YEMEK TARİFİ VE SANAT
Uzun uzun düşündüm, bugün bu köşeye ne yazsam diye. Hâlâ düşünüyorum: Yemek tarifi mi versem? Ev arkadaşım, ‘‘İllallah kardeşim patates yemekten, geliştir biraz kendini.’’ dedi. Beyimiz bize her sabah portakallı Pekin ördeği kızartırmışçasına serzenişte bulunuyor lakin bir nebze haklı. Burada yemek tarifi verecek olsam, o da yine patatesli omlet olurdu: Tavaya yağ koy, içine patates. Baharatı tuzu derken pişti miydi bas içine birkaç yumurta, hop oldu mu sana patatesli omlet? Oldu. Sucuklu yumurta yapmasını da iyi bilirim. Onun da tarifini vermeyeyim şimdi burada.
Başka ne yazabilirim diye düşünüyorum: Düşüne düşüne bitireceğim bu yazıyı zaten, yarısına geldim bile. Bu köşenin istihkakı bir defter sayfası, ikinciye prensip olarak geçmiyorum.

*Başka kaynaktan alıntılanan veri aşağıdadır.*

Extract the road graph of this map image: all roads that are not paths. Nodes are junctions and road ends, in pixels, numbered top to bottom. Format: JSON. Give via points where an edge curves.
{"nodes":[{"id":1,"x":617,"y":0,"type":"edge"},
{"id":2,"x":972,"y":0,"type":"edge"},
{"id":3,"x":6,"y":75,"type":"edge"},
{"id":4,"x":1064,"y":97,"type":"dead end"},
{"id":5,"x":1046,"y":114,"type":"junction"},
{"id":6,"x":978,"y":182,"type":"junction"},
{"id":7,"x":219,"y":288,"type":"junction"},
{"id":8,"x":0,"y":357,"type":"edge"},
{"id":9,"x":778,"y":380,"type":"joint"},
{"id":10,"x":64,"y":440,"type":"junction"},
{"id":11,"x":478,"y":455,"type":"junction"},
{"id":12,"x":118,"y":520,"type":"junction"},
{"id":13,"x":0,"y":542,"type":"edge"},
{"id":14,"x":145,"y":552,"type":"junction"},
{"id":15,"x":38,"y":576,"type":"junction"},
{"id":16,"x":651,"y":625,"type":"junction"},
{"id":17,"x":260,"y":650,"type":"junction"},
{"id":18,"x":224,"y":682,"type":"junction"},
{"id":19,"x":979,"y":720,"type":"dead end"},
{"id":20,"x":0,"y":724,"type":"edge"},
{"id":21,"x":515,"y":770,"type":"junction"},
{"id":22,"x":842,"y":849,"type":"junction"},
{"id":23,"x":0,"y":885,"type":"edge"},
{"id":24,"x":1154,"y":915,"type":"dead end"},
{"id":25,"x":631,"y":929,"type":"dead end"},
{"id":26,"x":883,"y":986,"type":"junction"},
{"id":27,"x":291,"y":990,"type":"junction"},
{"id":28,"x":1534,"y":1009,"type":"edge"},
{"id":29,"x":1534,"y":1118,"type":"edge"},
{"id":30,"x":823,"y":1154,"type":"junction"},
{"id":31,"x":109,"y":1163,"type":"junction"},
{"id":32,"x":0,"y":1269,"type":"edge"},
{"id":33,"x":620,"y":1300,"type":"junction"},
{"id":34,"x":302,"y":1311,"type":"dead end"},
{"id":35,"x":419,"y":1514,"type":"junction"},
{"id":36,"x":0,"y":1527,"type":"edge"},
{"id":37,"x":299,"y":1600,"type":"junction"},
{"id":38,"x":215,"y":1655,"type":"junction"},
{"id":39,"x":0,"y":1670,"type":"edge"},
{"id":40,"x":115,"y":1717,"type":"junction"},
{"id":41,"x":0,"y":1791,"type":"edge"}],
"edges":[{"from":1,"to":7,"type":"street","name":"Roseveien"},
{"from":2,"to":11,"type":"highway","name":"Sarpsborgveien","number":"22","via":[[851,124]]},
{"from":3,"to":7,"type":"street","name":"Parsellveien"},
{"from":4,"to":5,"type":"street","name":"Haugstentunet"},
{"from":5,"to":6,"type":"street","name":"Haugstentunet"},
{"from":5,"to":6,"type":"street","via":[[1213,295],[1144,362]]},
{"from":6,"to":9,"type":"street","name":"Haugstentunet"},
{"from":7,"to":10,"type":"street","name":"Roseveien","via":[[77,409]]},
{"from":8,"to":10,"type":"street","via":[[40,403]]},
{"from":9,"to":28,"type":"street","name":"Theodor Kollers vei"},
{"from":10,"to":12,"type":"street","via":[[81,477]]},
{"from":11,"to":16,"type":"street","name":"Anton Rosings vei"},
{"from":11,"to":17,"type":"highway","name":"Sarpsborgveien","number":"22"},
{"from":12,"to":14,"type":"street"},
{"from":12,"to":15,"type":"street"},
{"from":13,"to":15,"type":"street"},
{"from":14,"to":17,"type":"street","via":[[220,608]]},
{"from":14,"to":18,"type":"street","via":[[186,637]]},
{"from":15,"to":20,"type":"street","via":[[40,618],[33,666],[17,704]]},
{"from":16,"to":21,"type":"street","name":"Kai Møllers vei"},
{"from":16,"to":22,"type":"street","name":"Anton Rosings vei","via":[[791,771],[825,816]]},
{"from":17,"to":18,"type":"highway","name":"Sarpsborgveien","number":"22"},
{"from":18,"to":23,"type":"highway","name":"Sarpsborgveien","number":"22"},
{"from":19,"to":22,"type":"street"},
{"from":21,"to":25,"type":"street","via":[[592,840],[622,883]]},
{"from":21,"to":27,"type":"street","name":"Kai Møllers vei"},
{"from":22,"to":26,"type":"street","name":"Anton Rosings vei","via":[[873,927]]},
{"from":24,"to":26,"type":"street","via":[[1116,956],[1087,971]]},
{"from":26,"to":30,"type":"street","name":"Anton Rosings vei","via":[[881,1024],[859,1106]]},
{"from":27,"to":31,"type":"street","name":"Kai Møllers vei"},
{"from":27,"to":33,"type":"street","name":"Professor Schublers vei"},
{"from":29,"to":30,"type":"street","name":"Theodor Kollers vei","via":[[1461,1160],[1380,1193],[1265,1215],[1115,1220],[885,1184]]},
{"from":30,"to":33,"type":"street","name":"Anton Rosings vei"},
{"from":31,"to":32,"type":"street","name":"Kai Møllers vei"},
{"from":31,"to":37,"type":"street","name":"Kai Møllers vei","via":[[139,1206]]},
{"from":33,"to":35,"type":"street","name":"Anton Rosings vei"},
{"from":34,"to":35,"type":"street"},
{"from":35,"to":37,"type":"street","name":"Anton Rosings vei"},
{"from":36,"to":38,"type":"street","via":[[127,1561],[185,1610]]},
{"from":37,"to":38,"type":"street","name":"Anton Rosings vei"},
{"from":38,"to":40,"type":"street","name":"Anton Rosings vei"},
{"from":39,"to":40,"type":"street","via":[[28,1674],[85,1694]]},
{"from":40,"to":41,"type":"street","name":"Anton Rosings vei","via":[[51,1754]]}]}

Aklımdan şu geçiyor: Yaratıcılığı tetikleyen unsurlardan biri de sinir, kızgınlık, öfke. Öfke diyelim. Sanat sadece sevi ile ortaya konulan bir şey değil. Onda insanın a’dan z’ye her yönü var. Eser elbette sanatçı demek değil. Lakin sanatçıdan bir parça; sanatçının bir uzantısıdır. Öfkeyle kalkan zararla mı oturur? İşin içine sanatçı giriyorsa kalıbı kırmalı, tekrar şekillendirmelidir. Öfkeyle kalkan kâra da geçebilir. Yeter ki öfkeyi doğru kullansın. Nasıl ki bir askerde dengeli öfke cesarete nüfus eder, cesareti büyütür; sanatçıda da öfke esere yöneltilen bir namlu olmalıdır. Öfkelendin mi? Ne güzel! Hedef orada. Nişan al; gez, göz, arpacık: Ateş!